25 Nisan 2008 Cuma

Dumanlı dumanlı...

Sokaklar tiyatro gibi...
Herkes kendi oyununu oynuyor...
Sahnede çoğunlukla dram var..
Gülmeye hasretiz.
Bunun için elimize geçen küçük bir fırsatı, büyük kahkahalara dönüştürüyoruz..
Midem boş olmasına rağmen pozitif enerji yüklüyüm...
Allah kulunu cezalandıracağı zaman önce ona katlanacak gücü veriyor.
Eve gidip karnımı doyurduktan sonra balkonda elmalı nargilemi tüttürüp, çiçeklerimin bugün kaç milim büyüdüğünü göz kararıyla ölçmeye koyulacağım...
Bu güzel hayalleri kurarken telefonum çalıyor...
Eşim sipariş veriyor...
"Gelirken salatalık, yumurta, mısır nişastası, fındık içi, yoğurt bir de ekmek al."

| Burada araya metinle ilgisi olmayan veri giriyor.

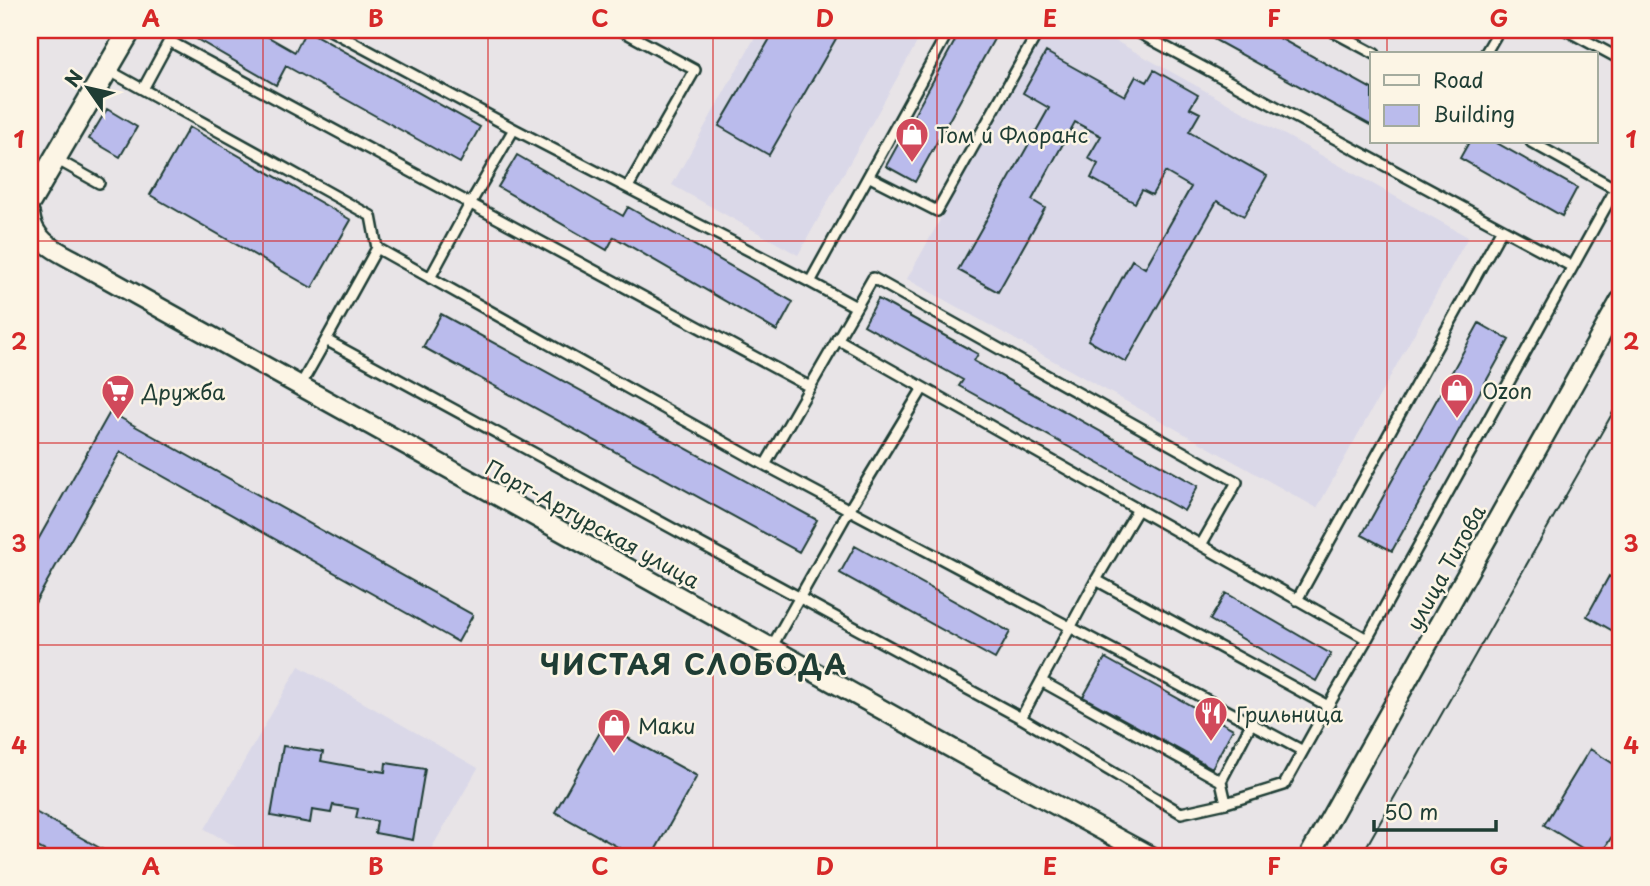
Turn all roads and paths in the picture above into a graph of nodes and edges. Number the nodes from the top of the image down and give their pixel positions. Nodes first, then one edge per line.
1 (130, 30) edge
2 (174, 30) edge
3 (330, 30) edge
4 (621, 30) edge
5 (949, 30) edge
6 (1039, 30) edge
7 (1135, 30) edge
8 (1331, 30) edge
9 (1499, 30) edge
10 (1566, 30) edge
11 (169, 41) junction
12 (1371, 52) edge
13 (1486, 52) edge
14 (1620, 59) edge
15 (107, 70) junction
16 (143, 89) junction
17 (514, 130) junction
18 (1535, 144) edge
19 (55, 158) junction
20 (870, 177) junction
21 (99, 183) dead end
22 (1618, 185) edge
23 (628, 187) junction
24 (30, 201) edge
25 (470, 204) junction
26 (30, 215) edge
27 (1502, 229) junction
28 (377, 247) junction
29 (1572, 266) junction
30 (430, 278) junction
31 (810, 282) junction
32 (1620, 301) edge
33 (856, 307) junction
34 (837, 339) junction
35 (326, 340) junction
36 (300, 386) junction
37 (810, 387) junction
38 (923, 388) junction
39 (765, 465) junction
40 (1138, 509) junction
41 (849, 510) junction
42 (1200, 545) junction
43 (1096, 580) junction
44 (799, 598) junction
45 (1297, 600) junction
46 (1070, 627) junction
47 (1367, 639) junction
48 (771, 648) junction
49 (1041, 681) junction
50 (1328, 706) junction
51 (1021, 718) junction
52 (1252, 722) junction
53 (1303, 751) junction
54 (1221, 781) junction
55 (1226, 803) junction
56 (1150, 856) edge
57 (1309, 856) edge

1 - 15 street
2 - 11 lane
3 - 17 lane
4 - 23 lane
5 - 20 lane
6 - 20 lane
7 - 27 lane
8 - 12 lane
9 - 13 lane
10 - 14 lane
11 - 16 lane
11 - 25 lane
15 - 16 lane
15 - 19 street
16 - 28 lane
17 - 23 lane
17 - 25 lane
18 - 22 lane
19 - 21 lane
19 - 24 street
20 - 31 lane
22 - 29 lane
23 - 31 lane
25 - 30 lane
25 - 37 lane
26 - 36 street, Порт-Артурская улица
27 - 29 lane
27 - 45 lane
28 - 30 lane
28 - 35 lane
29 - 47 lane
30 - 39 lane
31 - 33 lane
32 - 57 street, улица Титова
33 - 34 lane
33 - 42 lane
34 - 37 lane
34 - 38 lane
35 - 36 lane
35 - 44 lane
36 - 48 street, Порт-Артурская улица
37 - 39 lane
38 - 40 lane
38 - 41 lane
39 - 41 lane
40 - 42 lane
40 - 43 lane
41 - 44 lane
41 - 46 lane
42 - 45 lane
43 - 46 lane
43 - 50 lane
44 - 48 lane
44 - 51 lane
45 - 47 lane
46 - 49 lane
46 - 52 lane
47 - 50 lane
48 - 56 street, Порт-Артурская улица
49 - 51 lane
49 - 54 lane
50 - 53 lane
51 - 55 lane
52 - 53 lane
52 - 54 lane
53 - 55 lane
54 - 55 lane

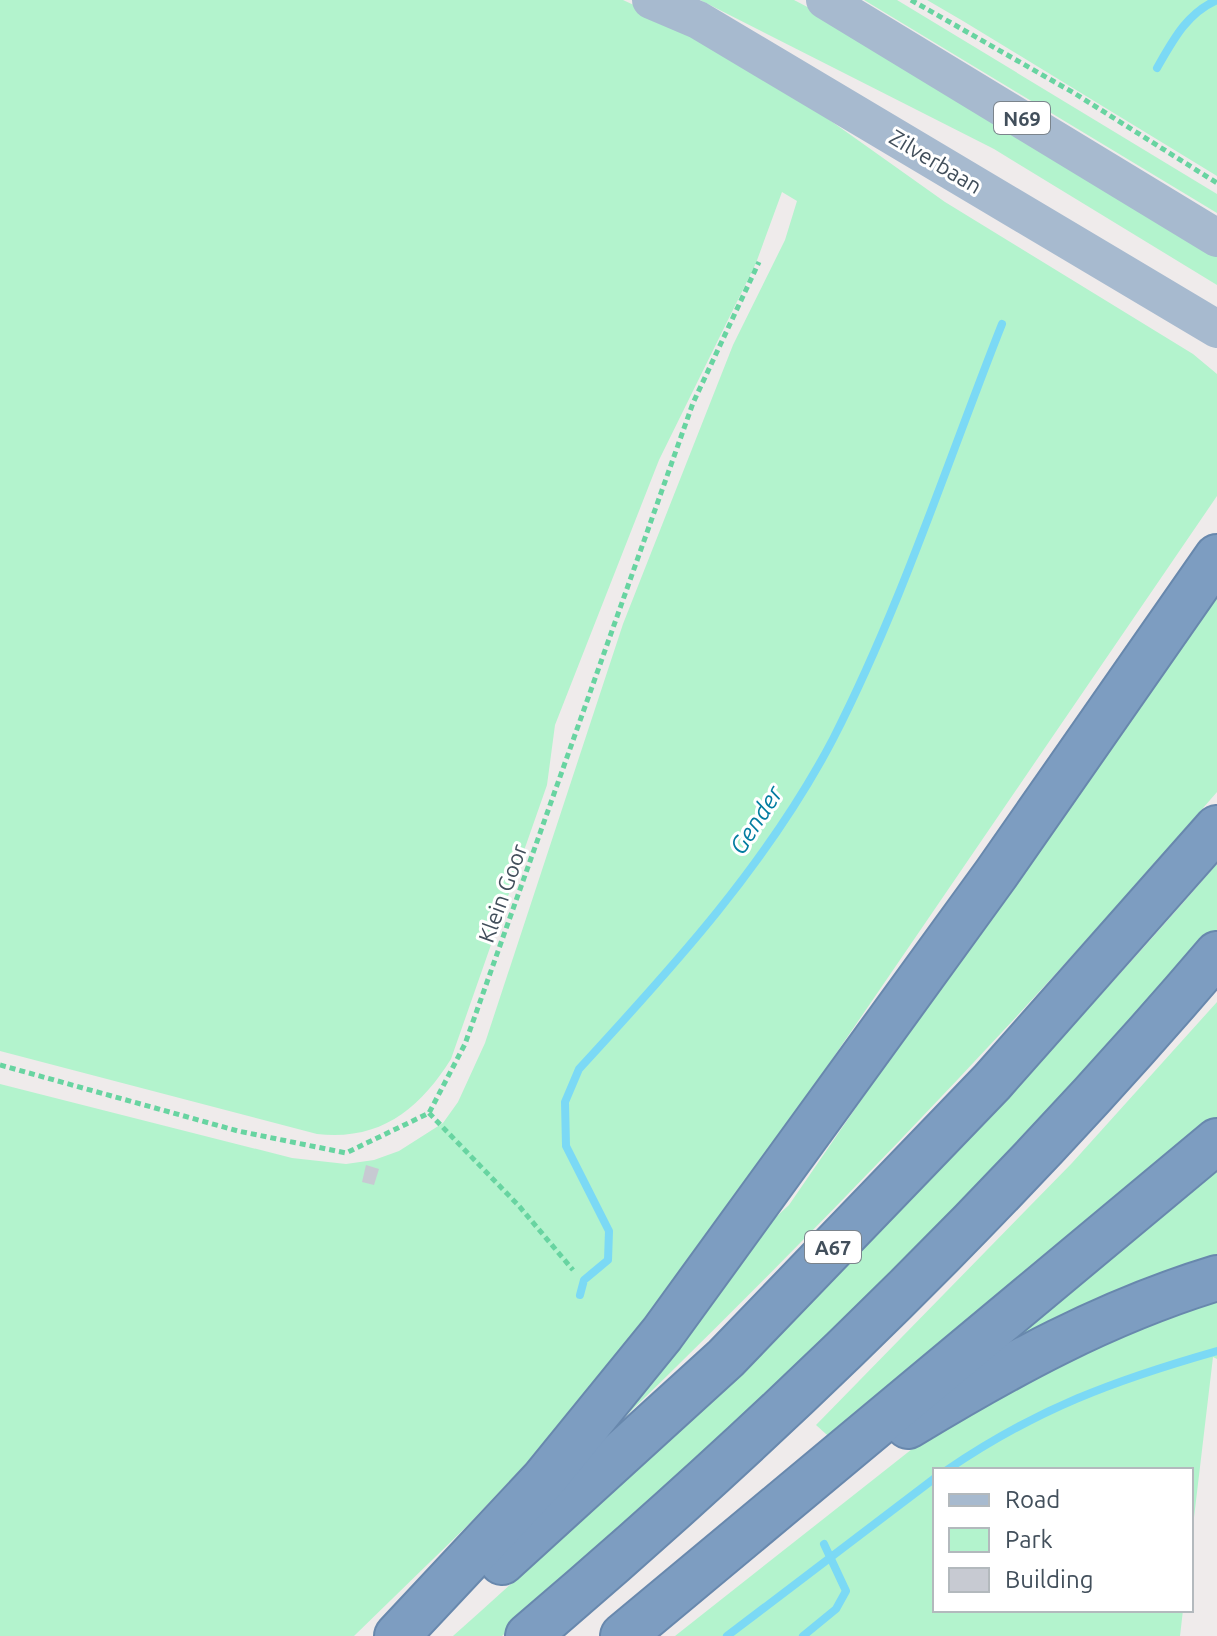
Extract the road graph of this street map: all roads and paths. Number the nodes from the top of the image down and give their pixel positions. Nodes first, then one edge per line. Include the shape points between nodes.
1 (651, 0) edge
2 (825, 0) edge
3 (911, 0) edge
4 (1217, 183) edge
5 (1217, 238) edge
6 (759, 262) dead end
7 (1217, 329) edge
8 (1217, 557) edge
9 (1217, 828) edge
10 (1217, 954) edge
11 (0, 1065) edge
12 (429, 1113) junction
13 (1217, 1141) edge
14 (573, 1270) dead end
15 (1217, 1278) edge
16 (731, 1547) junction
17 (397, 1636) edge
18 (418, 1636) edge
19 (528, 1636) edge
20 (623, 1636) edge

1 - 7 main road, Zilverbaan via 698,20
2 - 5 main road, N69
3 - 4 path
6 - 12 path, Klein Goor via 693,403 465,1044
8 - 17 highway via 996,874 662,1334 544,1479
9 - 18 highway, A67 via 992,1082 726,1358
10 - 19 highway via 993,1201 887,1306 678,1505
11 - 12 path via 238,1131 346,1153
12 - 14 path
13 - 16 highway
15 - 16 highway via 1104,1319 984,1380 875,1447
16 - 20 highway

Listeyi tekrar ettirmeden, "Tamam!" dememe şaşırıyor...
"Unutmaz mısın?" diye endişesini dile getiriyor
Belli ki saat 12:00'yi geçtiği için bir lazlık yapacağımdan korkuyor.
Gülerek "Unutmam!" diyorum...
Telefonu kapatırken, eminim siparişlerin eksik olması halinde eline geçecek kozu nasıl kullanacağını düşünüp, hayıflanıyor.
Önce nargile sefası için kendime meyva almalıyım...
Pazarın girişindeki çiçeklerin kokusu aç mideme kadar ulaştı...
Alışverişimi bitirip dönerken tezgahın başında durdum...
-Buyur dayı!..
Önce üzerime alınmadım, sağa sola bakındım, kimse yoktu...
Sonra kendimi teselli etmeye çalıştım...
Pekala insanın kendi yaşıtı bir yeğeni olabilirdi...
"Çilekler süper dayı!... diye ekledi ardından...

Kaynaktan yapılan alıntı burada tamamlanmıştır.